Exercise description: Any picture among the records should be left out, please; retype the rest exactly.

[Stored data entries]

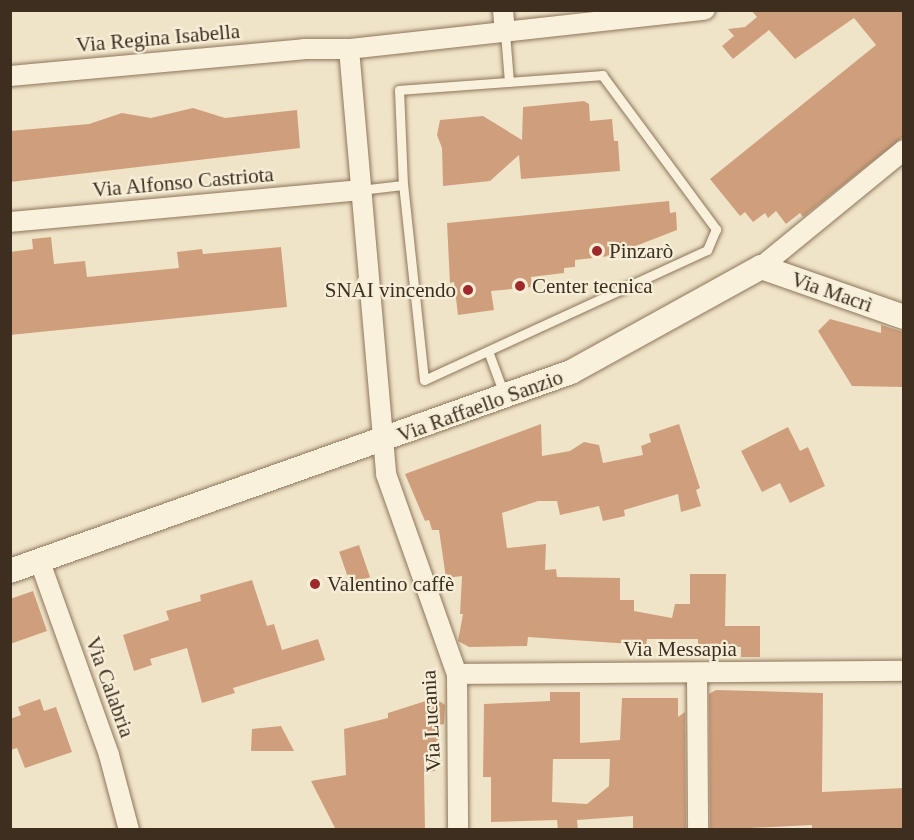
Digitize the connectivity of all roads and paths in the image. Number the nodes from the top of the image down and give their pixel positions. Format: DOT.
graph roads {
  1 [pos="503,10"];
  2 [pos="705,10"];
  3 [pos="506,33"];
  4 [pos="349,49"];
  5 [pos="10,76"];
  6 [pos="509,82"];
  7 [pos="903,150"];
  8 [pos="403,185"];
  9 [pos="360,190"];
  10 [pos="10,222"];
  11 [pos="761,267"];
  12 [pos="903,317"];
  13 [pos="488,351"];
  14 [pos="505,396"];
  15 [pos="382,442"];
  16 [pos="40,562"];
  17 [pos="10,571"];
  18 [pos="903,671"];
  19 [pos="697,673"];
  20 [pos="457,674"];
  21 [pos="129,830"];
  22 [pos="458,830"];
  23 [pos="698,830"];
  1 -- 3 [label="street"];
  2 -- 3 [label="street, Via Regina Isabella"];
  3 -- 4 [label="street, Via Regina Isabella"];
  3 -- 6 [label="lane"];
  4 -- 5 [label="street, Via Regina Isabella"];
  4 -- 9 [label="street, Via Lucania"];
  6 -- 8 [label="lane"];
  6 -- 13 [label="lane"];
  7 -- 11 [label="street, Via Raffaello Sanzio"];
  8 -- 9 [label="lane"];
  8 -- 13 [label="lane"];
  9 -- 10 [label="street, Via Alfonso Castriota"];
  9 -- 15 [label="street, Via Lucania"];
  11 -- 12 [label="street, Via Macrì"];
  11 -- 14 [label="street, Via Raffaello Sanzio"];
  13 -- 14 [label="lane"];
  14 -- 15 [label="street, Via Raffaello Sanzio"];
  15 -- 16 [label="street, Via Raffaello Sanzio"];
  15 -- 20 [label="street, Via Lucania"];
  16 -- 17 [label="street, Via Raffaello Sanzio"];
  16 -- 21 [label="street, Via Calabria"];
  18 -- 19 [label="street, Via Messapia"];
  19 -- 20 [label="street, Via Messapia"];
  19 -- 23 [label="street"];
  20 -- 22 [label="street, Via Lucania"];
}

Final answer:
Digitize the connectivity of all roads and paths in the image. Number the nodes from the top of the image down and give their pixel positions. Format: DOT.
graph roads {
  1 [pos="503,10"];
  2 [pos="705,10"];
  3 [pos="506,33"];
  4 [pos="349,49"];
  5 [pos="10,76"];
  6 [pos="509,82"];
  7 [pos="903,150"];
  8 [pos="403,185"];
  9 [pos="360,190"];
  10 [pos="10,222"];
  11 [pos="761,267"];
  12 [pos="903,317"];
  13 [pos="488,351"];
  14 [pos="505,396"];
  15 [pos="382,442"];
  16 [pos="40,562"];
  17 [pos="10,571"];
  18 [pos="903,671"];
  19 [pos="697,673"];
  20 [pos="457,674"];
  21 [pos="129,830"];
  22 [pos="458,830"];
  23 [pos="698,830"];
  1 -- 3 [label="street"];
  2 -- 3 [label="street, Via Regina Isabella"];
  3 -- 4 [label="street, Via Regina Isabella"];
  3 -- 6 [label="lane"];
  4 -- 5 [label="street, Via Regina Isabella"];
  4 -- 9 [label="street, Via Lucania"];
  6 -- 8 [label="lane"];
  6 -- 13 [label="lane"];
  7 -- 11 [label="street, Via Raffaello Sanzio"];
  8 -- 9 [label="lane"];
  8 -- 13 [label="lane"];
  9 -- 10 [label="street, Via Alfonso Castriota"];
  9 -- 15 [label="street, Via Lucania"];
  11 -- 12 [label="street, Via Macrì"];
  11 -- 14 [label="street, Via Raffaello Sanzio"];
  13 -- 14 [label="lane"];
  14 -- 15 [label="street, Via Raffaello Sanzio"];
  15 -- 16 [label="street, Via Raffaello Sanzio"];
  15 -- 20 [label="street, Via Lucania"];
  16 -- 17 [label="street, Via Raffaello Sanzio"];
  16 -- 21 [label="street, Via Calabria"];
  18 -- 19 [label="street, Via Messapia"];
  19 -- 20 [label="street, Via Messapia"];
  19 -- 23 [label="street"];
  20 -- 22 [label="street, Via Lucania"];
}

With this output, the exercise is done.